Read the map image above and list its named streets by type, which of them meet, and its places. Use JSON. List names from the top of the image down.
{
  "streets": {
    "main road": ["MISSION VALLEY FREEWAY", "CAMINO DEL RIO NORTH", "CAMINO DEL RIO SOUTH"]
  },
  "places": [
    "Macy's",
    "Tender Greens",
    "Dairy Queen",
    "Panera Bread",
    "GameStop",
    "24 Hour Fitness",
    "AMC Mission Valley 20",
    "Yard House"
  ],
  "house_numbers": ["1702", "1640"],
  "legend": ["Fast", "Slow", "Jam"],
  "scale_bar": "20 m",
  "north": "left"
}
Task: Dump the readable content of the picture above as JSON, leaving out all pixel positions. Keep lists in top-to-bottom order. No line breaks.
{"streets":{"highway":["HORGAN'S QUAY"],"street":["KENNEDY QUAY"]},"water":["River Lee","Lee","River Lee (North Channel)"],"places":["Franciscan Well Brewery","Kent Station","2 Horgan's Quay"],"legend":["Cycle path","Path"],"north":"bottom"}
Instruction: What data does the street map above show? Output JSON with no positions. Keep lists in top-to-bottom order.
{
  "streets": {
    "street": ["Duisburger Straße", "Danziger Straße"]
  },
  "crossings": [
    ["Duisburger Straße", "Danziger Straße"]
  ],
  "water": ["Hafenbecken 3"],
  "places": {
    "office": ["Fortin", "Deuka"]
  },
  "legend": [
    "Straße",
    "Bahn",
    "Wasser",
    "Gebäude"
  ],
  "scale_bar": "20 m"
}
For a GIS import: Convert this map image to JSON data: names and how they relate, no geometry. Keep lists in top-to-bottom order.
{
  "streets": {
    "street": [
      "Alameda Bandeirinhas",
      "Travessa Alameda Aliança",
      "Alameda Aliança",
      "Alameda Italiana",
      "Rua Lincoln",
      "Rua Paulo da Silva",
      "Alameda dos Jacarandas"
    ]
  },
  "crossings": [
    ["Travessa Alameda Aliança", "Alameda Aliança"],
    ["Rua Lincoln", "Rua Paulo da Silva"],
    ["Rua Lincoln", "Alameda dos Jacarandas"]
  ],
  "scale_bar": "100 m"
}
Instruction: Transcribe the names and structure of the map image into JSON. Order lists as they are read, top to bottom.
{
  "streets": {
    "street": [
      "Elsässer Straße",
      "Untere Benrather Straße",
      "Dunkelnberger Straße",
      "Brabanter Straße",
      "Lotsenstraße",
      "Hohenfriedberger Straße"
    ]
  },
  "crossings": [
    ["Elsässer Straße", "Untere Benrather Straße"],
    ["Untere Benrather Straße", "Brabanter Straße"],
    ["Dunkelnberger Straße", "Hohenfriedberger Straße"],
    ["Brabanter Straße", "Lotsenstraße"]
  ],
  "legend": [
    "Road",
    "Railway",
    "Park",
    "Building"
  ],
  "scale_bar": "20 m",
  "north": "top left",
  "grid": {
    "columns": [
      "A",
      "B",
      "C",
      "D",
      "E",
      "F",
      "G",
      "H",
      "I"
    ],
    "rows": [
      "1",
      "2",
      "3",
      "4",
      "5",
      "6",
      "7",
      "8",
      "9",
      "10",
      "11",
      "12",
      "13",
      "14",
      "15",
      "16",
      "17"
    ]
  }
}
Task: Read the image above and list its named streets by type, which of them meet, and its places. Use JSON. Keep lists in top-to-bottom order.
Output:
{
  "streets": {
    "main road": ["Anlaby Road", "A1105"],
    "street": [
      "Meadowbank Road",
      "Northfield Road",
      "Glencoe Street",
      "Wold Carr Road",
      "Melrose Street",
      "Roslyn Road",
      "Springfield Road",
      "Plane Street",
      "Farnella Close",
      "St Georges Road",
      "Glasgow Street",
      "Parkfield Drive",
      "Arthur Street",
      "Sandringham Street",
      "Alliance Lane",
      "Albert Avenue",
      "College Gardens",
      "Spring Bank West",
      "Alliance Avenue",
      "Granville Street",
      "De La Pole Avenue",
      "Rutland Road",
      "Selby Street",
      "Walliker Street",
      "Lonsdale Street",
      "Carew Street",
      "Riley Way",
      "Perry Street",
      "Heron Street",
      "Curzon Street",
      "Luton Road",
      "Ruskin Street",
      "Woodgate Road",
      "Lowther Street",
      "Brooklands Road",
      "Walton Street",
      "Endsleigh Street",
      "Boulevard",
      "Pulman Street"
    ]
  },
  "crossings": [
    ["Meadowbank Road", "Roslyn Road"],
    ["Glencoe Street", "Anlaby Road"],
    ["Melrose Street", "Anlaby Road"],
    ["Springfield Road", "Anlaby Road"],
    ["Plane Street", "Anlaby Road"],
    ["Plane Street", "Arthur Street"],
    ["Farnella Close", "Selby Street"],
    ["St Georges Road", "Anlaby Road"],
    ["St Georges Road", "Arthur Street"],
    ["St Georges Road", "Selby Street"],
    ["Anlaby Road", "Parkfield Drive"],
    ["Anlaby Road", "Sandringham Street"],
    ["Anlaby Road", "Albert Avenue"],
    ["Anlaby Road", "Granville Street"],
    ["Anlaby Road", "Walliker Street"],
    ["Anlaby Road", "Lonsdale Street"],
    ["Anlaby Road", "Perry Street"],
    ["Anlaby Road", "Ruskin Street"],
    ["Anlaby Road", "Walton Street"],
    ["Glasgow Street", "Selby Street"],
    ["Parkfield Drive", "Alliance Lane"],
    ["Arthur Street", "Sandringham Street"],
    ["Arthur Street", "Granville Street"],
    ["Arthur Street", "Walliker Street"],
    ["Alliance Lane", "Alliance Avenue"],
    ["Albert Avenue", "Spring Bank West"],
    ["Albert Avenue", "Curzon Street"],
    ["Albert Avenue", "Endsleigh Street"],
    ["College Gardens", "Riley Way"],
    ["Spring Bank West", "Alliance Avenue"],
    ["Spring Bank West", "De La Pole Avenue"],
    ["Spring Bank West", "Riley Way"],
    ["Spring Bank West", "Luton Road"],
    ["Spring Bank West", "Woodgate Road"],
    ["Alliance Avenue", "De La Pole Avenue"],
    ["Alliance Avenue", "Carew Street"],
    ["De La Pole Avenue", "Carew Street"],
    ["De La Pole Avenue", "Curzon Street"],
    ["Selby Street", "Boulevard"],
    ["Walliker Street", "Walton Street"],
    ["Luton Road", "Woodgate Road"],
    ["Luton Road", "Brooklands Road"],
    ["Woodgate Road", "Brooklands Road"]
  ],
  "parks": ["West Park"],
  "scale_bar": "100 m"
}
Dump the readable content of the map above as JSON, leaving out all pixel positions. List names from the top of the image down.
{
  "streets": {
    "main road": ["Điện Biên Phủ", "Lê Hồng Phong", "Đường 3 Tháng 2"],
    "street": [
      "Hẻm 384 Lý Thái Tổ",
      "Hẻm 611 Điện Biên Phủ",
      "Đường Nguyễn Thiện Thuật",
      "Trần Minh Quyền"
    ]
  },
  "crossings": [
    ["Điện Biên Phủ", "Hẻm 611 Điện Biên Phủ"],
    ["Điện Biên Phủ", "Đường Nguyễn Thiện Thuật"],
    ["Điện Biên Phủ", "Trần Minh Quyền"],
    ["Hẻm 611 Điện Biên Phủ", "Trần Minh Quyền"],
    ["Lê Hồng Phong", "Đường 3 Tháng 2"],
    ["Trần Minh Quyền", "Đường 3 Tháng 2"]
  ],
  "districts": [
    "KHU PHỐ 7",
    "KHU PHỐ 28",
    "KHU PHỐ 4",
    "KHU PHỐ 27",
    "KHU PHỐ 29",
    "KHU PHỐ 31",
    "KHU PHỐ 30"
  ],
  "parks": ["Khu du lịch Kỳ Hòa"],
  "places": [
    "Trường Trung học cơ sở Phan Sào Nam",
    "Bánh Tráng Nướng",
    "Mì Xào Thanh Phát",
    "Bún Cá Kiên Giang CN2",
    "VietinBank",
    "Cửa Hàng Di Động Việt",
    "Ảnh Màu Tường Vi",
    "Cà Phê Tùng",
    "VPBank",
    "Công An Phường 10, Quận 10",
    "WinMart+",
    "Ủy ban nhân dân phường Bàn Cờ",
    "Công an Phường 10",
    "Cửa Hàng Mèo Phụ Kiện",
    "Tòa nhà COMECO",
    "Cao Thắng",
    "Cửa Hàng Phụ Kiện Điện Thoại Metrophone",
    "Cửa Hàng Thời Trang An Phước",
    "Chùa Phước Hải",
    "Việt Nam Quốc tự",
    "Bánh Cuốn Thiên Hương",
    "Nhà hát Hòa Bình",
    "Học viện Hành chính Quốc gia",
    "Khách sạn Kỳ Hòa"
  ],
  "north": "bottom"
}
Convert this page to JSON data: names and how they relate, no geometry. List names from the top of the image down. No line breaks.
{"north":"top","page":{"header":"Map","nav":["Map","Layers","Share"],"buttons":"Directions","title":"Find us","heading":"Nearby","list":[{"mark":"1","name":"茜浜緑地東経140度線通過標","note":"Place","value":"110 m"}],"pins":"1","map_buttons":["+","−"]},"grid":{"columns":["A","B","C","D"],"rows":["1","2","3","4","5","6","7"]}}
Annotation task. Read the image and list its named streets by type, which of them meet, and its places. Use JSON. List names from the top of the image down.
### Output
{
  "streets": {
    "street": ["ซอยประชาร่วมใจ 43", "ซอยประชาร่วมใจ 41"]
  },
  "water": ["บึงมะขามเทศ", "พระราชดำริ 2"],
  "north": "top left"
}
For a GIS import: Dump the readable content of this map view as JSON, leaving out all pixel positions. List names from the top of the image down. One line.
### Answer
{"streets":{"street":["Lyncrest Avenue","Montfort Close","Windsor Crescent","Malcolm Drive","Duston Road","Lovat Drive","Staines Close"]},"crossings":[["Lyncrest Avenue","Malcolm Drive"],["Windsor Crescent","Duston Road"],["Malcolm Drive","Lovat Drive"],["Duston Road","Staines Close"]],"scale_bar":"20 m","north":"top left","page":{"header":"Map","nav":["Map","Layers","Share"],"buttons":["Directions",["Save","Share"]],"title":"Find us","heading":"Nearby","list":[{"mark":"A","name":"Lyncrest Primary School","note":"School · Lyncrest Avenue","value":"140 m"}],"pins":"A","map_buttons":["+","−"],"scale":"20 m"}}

* WHAT YOU NEED TO DO: Each of the lines from the one holding "For a GIS import: Dump" through the final line of the entries is to be set down exactly, and no others.

* TASK SOLUTION:
For a GIS import: Dump the readable content of this map view as JSON, leaving out all pixel positions. List names from the top of the image down. One line.
### Answer
{"streets":{"street":["Lyncrest Avenue","Montfort Close","Windsor Crescent","Malcolm Drive","Duston Road","Lovat Drive","Staines Close"]},"crossings":[["Lyncrest Avenue","Malcolm Drive"],["Windsor Crescent","Duston Road"],["Malcolm Drive","Lovat Drive"],["Duston Road","Staines Close"]],"scale_bar":"20 m","north":"top left","page":{"header":"Map","nav":["Map","Layers","Share"],"buttons":["Directions",["Save","Share"]],"title":"Find us","heading":"Nearby","list":[{"mark":"A","name":"Lyncrest Primary School","note":"School · Lyncrest Avenue","value":"140 m"}],"pins":"A","map_buttons":["+","−"],"scale":"20 m"}}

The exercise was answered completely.